### WHAT IS REQUIRED
Could you return every line of the records below that contains the word "above"?

### Stored data
◇ ◇ ◇

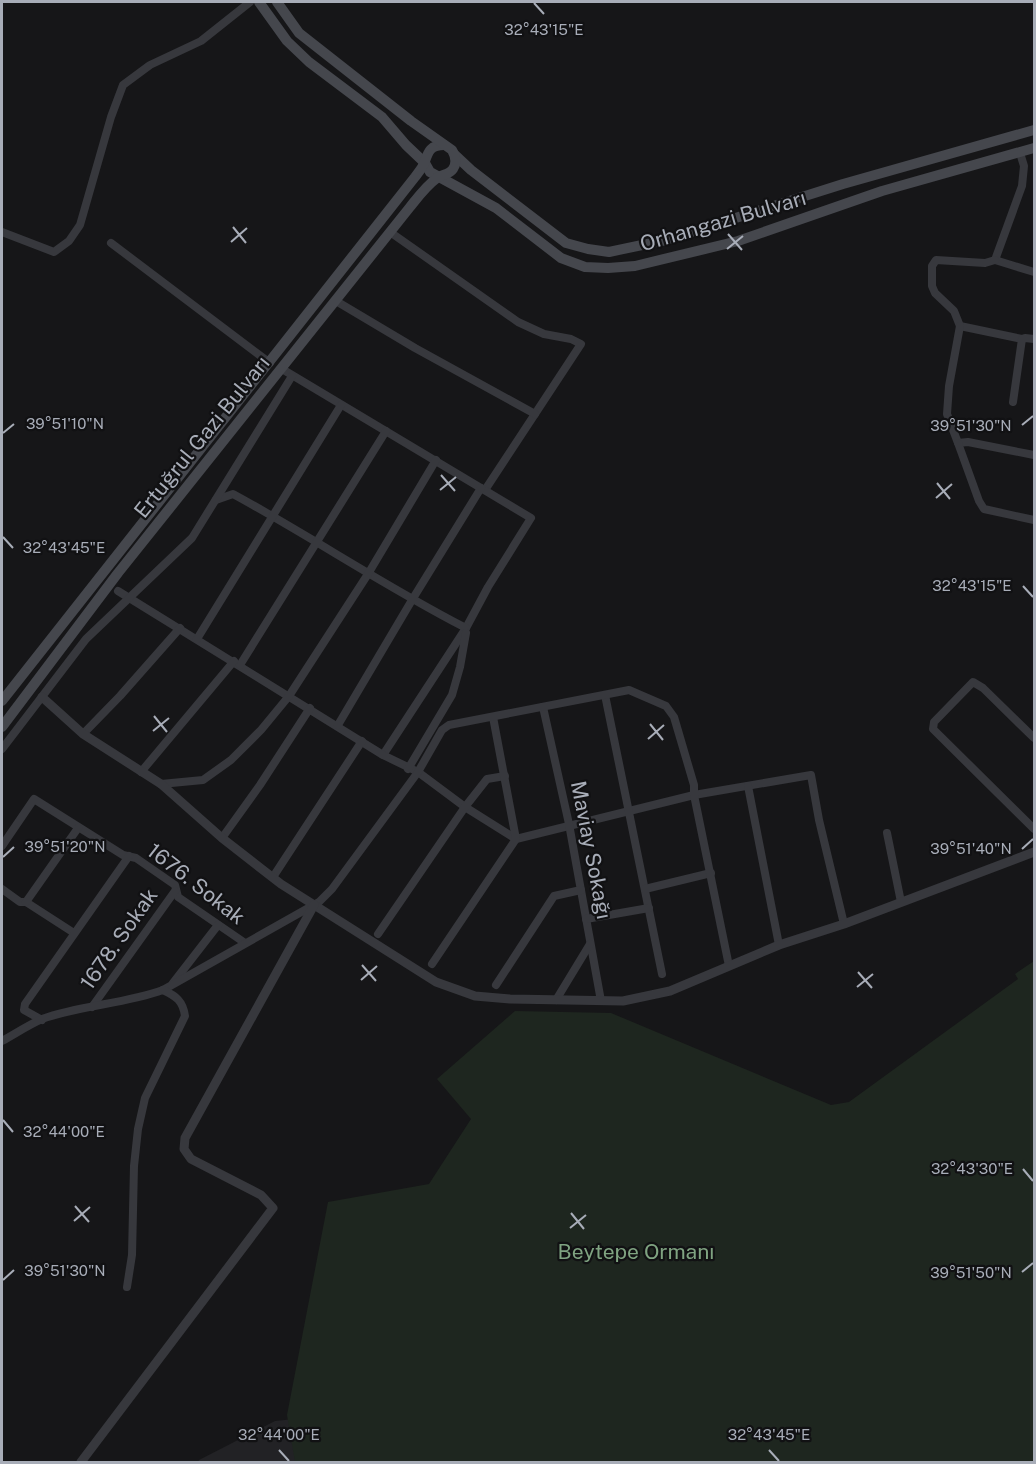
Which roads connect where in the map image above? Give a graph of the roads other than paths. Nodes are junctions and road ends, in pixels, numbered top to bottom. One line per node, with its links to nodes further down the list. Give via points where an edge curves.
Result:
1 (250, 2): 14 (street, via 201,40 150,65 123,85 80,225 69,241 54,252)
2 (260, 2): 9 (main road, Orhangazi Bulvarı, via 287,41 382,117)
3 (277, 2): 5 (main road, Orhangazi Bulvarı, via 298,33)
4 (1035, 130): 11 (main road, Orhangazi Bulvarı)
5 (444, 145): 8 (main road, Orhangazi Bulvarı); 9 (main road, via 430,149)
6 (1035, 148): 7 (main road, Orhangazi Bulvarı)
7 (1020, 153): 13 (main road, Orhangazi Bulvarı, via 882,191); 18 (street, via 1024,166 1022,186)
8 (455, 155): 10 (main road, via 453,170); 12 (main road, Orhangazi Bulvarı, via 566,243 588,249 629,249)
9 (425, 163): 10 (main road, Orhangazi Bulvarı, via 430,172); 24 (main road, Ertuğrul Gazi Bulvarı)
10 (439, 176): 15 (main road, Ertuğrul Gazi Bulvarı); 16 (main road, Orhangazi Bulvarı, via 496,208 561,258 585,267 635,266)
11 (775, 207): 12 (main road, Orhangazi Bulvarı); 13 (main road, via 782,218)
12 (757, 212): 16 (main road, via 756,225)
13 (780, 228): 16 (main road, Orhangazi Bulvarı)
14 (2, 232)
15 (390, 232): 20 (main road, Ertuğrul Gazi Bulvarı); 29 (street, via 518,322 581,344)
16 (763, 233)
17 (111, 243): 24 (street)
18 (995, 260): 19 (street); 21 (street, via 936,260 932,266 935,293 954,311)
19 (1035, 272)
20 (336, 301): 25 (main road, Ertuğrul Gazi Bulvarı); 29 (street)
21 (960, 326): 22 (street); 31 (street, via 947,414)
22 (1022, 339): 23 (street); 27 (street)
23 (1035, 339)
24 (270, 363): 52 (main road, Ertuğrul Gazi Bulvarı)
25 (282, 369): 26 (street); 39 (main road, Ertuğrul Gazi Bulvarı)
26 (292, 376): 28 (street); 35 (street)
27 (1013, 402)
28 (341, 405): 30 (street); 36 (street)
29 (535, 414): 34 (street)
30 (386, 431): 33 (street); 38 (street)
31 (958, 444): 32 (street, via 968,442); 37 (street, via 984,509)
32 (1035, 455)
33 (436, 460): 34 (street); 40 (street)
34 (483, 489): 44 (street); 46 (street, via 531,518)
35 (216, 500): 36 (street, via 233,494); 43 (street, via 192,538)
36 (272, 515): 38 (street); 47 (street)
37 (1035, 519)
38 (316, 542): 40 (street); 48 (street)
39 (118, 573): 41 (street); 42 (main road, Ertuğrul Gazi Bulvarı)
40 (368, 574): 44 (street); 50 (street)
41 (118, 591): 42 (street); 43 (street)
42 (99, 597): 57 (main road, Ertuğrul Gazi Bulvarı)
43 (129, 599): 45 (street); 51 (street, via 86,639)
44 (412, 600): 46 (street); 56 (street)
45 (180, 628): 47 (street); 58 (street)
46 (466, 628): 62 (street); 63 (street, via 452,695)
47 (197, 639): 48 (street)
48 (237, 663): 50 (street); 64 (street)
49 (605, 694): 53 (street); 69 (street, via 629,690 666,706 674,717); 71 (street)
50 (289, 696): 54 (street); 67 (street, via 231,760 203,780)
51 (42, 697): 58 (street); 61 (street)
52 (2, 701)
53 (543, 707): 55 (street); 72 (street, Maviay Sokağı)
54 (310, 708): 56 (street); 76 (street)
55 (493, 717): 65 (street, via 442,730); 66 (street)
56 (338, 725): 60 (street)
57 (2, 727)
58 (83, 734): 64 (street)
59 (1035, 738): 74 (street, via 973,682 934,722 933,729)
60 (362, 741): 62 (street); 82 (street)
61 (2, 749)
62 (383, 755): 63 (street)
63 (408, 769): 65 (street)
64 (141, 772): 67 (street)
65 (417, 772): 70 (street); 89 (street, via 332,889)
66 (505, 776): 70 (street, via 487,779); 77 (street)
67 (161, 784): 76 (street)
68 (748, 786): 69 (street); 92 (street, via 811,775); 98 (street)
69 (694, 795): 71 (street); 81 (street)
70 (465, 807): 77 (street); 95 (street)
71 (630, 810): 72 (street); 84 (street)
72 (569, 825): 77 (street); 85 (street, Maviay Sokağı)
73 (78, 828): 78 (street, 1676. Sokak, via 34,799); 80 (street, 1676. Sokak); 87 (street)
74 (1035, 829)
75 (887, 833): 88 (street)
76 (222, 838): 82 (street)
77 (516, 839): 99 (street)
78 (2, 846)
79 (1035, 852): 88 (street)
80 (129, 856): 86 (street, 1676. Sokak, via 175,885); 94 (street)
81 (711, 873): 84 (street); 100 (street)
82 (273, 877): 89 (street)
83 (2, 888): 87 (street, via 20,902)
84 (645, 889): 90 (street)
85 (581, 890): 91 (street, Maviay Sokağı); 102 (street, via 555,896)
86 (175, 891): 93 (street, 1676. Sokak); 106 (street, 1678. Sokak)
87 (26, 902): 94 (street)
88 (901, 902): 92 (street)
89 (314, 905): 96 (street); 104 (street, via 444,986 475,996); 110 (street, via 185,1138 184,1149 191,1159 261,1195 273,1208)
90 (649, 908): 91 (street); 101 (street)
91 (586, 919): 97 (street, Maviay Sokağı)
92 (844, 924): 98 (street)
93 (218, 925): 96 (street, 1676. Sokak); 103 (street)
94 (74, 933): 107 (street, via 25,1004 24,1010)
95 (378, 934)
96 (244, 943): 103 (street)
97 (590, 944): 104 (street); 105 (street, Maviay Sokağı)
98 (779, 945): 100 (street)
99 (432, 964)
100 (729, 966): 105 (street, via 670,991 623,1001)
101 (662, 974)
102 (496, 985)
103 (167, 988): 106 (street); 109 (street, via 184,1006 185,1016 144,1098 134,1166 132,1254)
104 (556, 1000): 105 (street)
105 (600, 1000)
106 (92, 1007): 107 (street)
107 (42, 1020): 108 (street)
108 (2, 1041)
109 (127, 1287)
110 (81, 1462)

◇ ◇ ◇

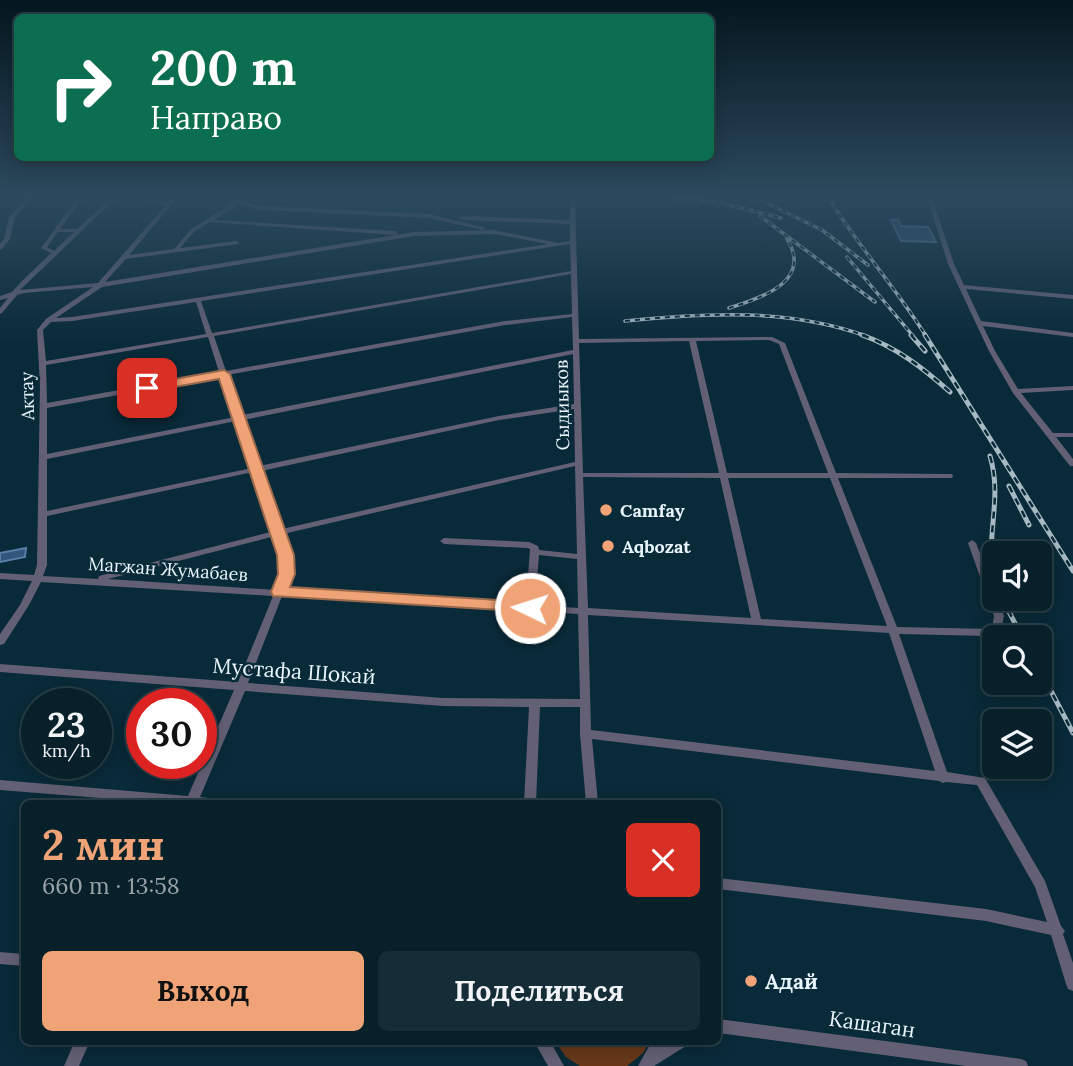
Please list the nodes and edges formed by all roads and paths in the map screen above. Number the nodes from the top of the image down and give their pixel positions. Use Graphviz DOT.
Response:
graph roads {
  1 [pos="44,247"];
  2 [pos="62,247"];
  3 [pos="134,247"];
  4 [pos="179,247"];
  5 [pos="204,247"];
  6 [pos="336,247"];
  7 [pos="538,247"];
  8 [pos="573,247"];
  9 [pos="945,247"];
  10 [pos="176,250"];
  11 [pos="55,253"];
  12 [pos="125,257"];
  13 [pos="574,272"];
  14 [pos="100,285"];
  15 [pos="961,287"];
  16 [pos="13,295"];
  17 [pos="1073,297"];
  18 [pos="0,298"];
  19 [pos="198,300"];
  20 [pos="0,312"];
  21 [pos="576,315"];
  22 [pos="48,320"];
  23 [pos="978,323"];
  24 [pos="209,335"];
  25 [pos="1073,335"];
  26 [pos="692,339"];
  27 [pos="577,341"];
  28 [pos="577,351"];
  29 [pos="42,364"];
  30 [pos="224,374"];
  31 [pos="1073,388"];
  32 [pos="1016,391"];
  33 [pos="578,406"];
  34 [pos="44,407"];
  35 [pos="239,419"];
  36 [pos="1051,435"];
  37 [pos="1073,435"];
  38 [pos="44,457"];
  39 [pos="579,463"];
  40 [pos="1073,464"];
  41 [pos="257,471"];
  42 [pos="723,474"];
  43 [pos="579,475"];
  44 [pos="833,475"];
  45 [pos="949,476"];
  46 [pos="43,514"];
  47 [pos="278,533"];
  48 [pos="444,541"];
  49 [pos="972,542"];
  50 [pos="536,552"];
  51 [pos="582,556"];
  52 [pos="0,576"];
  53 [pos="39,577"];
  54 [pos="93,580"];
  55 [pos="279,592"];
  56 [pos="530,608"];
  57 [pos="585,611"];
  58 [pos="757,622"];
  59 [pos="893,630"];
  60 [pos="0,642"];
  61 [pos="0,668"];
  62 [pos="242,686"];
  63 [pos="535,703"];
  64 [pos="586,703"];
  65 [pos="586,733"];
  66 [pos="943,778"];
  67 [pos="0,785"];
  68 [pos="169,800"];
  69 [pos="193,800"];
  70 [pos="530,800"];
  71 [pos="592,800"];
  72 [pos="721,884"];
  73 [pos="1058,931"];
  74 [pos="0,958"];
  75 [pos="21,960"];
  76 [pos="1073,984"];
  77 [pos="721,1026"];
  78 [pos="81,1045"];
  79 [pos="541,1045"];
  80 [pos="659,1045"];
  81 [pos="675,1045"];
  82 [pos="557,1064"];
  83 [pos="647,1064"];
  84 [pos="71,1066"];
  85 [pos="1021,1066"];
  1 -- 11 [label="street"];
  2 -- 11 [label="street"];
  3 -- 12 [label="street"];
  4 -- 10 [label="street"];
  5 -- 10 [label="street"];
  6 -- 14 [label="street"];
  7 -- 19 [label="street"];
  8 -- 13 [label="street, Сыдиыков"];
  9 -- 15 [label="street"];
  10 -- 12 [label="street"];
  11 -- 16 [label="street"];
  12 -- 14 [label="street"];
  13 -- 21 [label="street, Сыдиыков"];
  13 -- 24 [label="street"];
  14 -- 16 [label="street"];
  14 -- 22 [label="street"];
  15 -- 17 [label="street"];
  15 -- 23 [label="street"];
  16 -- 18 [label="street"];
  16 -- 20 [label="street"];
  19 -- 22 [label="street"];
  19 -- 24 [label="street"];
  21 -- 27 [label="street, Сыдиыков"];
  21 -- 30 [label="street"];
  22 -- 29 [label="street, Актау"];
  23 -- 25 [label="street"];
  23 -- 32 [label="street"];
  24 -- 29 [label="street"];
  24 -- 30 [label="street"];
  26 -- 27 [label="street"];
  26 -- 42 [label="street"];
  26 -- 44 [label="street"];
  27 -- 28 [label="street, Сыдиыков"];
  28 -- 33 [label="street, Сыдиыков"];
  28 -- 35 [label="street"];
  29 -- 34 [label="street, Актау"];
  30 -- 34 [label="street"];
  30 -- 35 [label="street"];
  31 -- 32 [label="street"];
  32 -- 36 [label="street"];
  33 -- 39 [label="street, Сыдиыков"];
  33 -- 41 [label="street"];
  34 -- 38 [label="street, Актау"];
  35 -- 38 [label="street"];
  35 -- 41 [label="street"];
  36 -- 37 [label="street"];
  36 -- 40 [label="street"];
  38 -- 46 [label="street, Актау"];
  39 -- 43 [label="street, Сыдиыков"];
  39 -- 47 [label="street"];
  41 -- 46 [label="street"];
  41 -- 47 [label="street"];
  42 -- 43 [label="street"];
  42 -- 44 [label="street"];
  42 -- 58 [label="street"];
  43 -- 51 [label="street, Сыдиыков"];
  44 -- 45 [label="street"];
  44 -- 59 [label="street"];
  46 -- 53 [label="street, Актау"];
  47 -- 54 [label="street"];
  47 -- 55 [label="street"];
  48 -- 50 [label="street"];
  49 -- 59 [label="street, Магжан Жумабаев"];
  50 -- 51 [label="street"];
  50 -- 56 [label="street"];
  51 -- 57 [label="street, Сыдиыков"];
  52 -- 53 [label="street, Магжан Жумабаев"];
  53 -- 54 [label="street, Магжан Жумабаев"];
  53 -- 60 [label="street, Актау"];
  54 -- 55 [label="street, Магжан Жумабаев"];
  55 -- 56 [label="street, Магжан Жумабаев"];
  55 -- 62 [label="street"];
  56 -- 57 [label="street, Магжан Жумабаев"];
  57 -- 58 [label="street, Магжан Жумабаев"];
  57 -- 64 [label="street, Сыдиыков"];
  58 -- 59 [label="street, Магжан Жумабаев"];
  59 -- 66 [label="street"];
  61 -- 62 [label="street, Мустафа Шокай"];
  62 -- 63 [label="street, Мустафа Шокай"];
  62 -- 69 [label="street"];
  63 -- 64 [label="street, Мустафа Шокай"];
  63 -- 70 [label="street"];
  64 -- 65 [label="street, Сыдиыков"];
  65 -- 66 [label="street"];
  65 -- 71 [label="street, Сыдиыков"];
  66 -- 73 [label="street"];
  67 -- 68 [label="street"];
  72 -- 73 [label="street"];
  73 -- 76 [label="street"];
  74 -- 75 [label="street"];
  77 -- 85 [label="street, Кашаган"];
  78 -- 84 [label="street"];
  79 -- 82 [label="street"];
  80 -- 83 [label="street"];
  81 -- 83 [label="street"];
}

◇ ◇ ◇

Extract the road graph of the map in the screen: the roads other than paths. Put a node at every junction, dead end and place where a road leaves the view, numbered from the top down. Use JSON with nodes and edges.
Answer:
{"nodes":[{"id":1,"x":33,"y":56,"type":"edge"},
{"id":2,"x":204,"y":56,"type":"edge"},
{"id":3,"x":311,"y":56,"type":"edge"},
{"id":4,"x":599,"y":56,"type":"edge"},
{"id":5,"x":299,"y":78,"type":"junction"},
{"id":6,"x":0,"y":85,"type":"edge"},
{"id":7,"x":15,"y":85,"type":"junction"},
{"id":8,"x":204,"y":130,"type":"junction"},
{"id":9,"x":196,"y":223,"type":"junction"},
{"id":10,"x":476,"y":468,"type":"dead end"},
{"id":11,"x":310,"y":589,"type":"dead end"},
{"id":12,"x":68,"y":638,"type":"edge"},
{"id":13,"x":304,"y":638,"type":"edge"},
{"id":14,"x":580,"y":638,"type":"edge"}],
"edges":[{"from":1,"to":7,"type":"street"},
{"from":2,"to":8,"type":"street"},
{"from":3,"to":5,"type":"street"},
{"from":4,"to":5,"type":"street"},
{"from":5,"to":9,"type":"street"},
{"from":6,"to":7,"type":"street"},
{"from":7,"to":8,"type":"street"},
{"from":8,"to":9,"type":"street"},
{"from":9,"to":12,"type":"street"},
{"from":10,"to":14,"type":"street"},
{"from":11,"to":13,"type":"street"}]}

◇ ◇ ◇

### WRITTEN SOLUTION
Which roads connect where in the map image above? Give a graph of the roads other than paths. Nodes are junctions and road ends, in pixels, numbered top to bottom. One line per node, with its links to nodes further down the list. Give via points where an edge curves.
Please list the nodes and edges formed by all roads and paths in the map screen above. Number the nodes from the top of the image down and give their pixel positions. Use Graphviz DOT.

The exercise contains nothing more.